- Assignment -
Transcribe the data. Leave out nothing.

- Material provided -

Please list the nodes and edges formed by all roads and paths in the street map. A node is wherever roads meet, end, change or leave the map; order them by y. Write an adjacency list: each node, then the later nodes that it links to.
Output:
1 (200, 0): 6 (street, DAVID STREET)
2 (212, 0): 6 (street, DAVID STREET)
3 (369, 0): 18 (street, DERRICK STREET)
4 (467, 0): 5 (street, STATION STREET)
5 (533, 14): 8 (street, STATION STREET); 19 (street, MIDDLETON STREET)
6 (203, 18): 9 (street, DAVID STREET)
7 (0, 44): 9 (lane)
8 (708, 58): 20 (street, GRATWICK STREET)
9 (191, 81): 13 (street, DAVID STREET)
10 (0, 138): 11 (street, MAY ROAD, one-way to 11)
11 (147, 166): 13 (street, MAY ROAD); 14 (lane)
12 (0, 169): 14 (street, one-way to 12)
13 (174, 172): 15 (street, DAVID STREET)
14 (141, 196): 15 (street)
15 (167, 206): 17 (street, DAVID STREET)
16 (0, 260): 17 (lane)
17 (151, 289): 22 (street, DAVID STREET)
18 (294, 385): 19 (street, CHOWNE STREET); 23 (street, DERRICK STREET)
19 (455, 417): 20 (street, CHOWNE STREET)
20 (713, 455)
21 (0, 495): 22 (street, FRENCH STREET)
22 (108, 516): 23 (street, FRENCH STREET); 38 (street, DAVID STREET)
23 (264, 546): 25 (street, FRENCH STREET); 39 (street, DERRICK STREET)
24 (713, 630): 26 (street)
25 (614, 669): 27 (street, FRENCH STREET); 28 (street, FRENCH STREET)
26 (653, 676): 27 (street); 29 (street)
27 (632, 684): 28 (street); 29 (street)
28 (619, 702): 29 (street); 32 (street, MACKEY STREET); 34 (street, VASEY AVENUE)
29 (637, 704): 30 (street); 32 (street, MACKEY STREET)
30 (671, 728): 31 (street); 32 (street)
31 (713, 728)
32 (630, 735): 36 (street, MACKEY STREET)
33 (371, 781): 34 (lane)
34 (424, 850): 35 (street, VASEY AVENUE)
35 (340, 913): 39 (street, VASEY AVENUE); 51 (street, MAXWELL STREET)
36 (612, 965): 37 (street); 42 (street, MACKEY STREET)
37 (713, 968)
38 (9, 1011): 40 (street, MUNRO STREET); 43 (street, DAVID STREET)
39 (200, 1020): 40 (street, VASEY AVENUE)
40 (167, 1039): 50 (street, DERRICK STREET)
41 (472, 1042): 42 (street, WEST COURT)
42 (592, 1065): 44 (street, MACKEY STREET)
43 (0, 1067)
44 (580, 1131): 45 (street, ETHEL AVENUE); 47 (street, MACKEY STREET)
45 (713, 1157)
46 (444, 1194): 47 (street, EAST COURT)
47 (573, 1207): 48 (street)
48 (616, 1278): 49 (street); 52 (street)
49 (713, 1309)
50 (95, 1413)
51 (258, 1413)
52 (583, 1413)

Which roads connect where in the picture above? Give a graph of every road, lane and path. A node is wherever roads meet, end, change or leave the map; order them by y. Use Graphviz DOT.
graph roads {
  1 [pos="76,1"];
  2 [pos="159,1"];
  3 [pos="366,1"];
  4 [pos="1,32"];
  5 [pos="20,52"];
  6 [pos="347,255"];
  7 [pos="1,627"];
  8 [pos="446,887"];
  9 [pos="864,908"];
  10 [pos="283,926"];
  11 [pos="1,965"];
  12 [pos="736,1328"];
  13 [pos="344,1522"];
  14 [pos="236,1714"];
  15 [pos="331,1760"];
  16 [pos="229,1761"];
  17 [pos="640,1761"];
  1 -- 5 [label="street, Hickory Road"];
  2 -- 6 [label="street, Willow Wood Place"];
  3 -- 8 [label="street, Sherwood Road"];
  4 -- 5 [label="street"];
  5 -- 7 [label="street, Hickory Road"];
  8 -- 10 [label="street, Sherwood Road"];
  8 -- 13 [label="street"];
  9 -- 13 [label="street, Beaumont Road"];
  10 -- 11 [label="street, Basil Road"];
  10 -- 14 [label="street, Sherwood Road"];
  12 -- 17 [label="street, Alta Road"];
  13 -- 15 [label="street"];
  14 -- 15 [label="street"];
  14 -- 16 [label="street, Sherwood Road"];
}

- Reply to the exercise -
Please list the nodes and edges formed by all roads and paths in the street map. A node is wherever roads meet, end, change or leave the map; order them by y. Write an adjacency list: each node, then the later nodes that it links to.
Output:
1 (200, 0): 6 (street, DAVID STREET)
2 (212, 0): 6 (street, DAVID STREET)
3 (369, 0): 18 (street, DERRICK STREET)
4 (467, 0): 5 (street, STATION STREET)
5 (533, 14): 8 (street, STATION STREET); 19 (street, MIDDLETON STREET)
6 (203, 18): 9 (street, DAVID STREET)
7 (0, 44): 9 (lane)
8 (708, 58): 20 (street, GRATWICK STREET)
9 (191, 81): 13 (street, DAVID STREET)
10 (0, 138): 11 (street, MAY ROAD, one-way to 11)
11 (147, 166): 13 (street, MAY ROAD); 14 (lane)
12 (0, 169): 14 (street, one-way to 12)
13 (174, 172): 15 (street, DAVID STREET)
14 (141, 196): 15 (street)
15 (167, 206): 17 (street, DAVID STREET)
16 (0, 260): 17 (lane)
17 (151, 289): 22 (street, DAVID STREET)
18 (294, 385): 19 (street, CHOWNE STREET); 23 (street, DERRICK STREET)
19 (455, 417): 20 (street, CHOWNE STREET)
20 (713, 455)
21 (0, 495): 22 (street, FRENCH STREET)
22 (108, 516): 23 (street, FRENCH STREET); 38 (street, DAVID STREET)
23 (264, 546): 25 (street, FRENCH STREET); 39 (street, DERRICK STREET)
24 (713, 630): 26 (street)
25 (614, 669): 27 (street, FRENCH STREET); 28 (street, FRENCH STREET)
26 (653, 676): 27 (street); 29 (street)
27 (632, 684): 28 (street); 29 (street)
28 (619, 702): 29 (street); 32 (street, MACKEY STREET); 34 (street, VASEY AVENUE)
29 (637, 704): 30 (street); 32 (street, MACKEY STREET)
30 (671, 728): 31 (street); 32 (street)
31 (713, 728)
32 (630, 735): 36 (street, MACKEY STREET)
33 (371, 781): 34 (lane)
34 (424, 850): 35 (street, VASEY AVENUE)
35 (340, 913): 39 (street, VASEY AVENUE); 51 (street, MAXWELL STREET)
36 (612, 965): 37 (street); 42 (street, MACKEY STREET)
37 (713, 968)
38 (9, 1011): 40 (street, MUNRO STREET); 43 (street, DAVID STREET)
39 (200, 1020): 40 (street, VASEY AVENUE)
40 (167, 1039): 50 (street, DERRICK STREET)
41 (472, 1042): 42 (street, WEST COURT)
42 (592, 1065): 44 (street, MACKEY STREET)
43 (0, 1067)
44 (580, 1131): 45 (street, ETHEL AVENUE); 47 (street, MACKEY STREET)
45 (713, 1157)
46 (444, 1194): 47 (street, EAST COURT)
47 (573, 1207): 48 (street)
48 (616, 1278): 49 (street); 52 (street)
49 (713, 1309)
50 (95, 1413)
51 (258, 1413)
52 (583, 1413)

Which roads connect where in the picture above? Give a graph of every road, lane and path. A node is wherever roads meet, end, change or leave the map; order them by y. Use Graphviz DOT.
graph roads {
  1 [pos="76,1"];
  2 [pos="159,1"];
  3 [pos="366,1"];
  4 [pos="1,32"];
  5 [pos="20,52"];
  6 [pos="347,255"];
  7 [pos="1,627"];
  8 [pos="446,887"];
  9 [pos="864,908"];
  10 [pos="283,926"];
  11 [pos="1,965"];
  12 [pos="736,1328"];
  13 [pos="344,1522"];
  14 [pos="236,1714"];
  15 [pos="331,1760"];
  16 [pos="229,1761"];
  17 [pos="640,1761"];
  1 -- 5 [label="street, Hickory Road"];
  2 -- 6 [label="street, Willow Wood Place"];
  3 -- 8 [label="street, Sherwood Road"];
  4 -- 5 [label="street"];
  5 -- 7 [label="street, Hickory Road"];
  8 -- 10 [label="street, Sherwood Road"];
  8 -- 13 [label="street"];
  9 -- 13 [label="street, Beaumont Road"];
  10 -- 11 [label="street, Basil Road"];
  10 -- 14 [label="street, Sherwood Road"];
  12 -- 17 [label="street, Alta Road"];
  13 -- 15 [label="street"];
  14 -- 15 [label="street"];
  14 -- 16 [label="street, Sherwood Road"];
}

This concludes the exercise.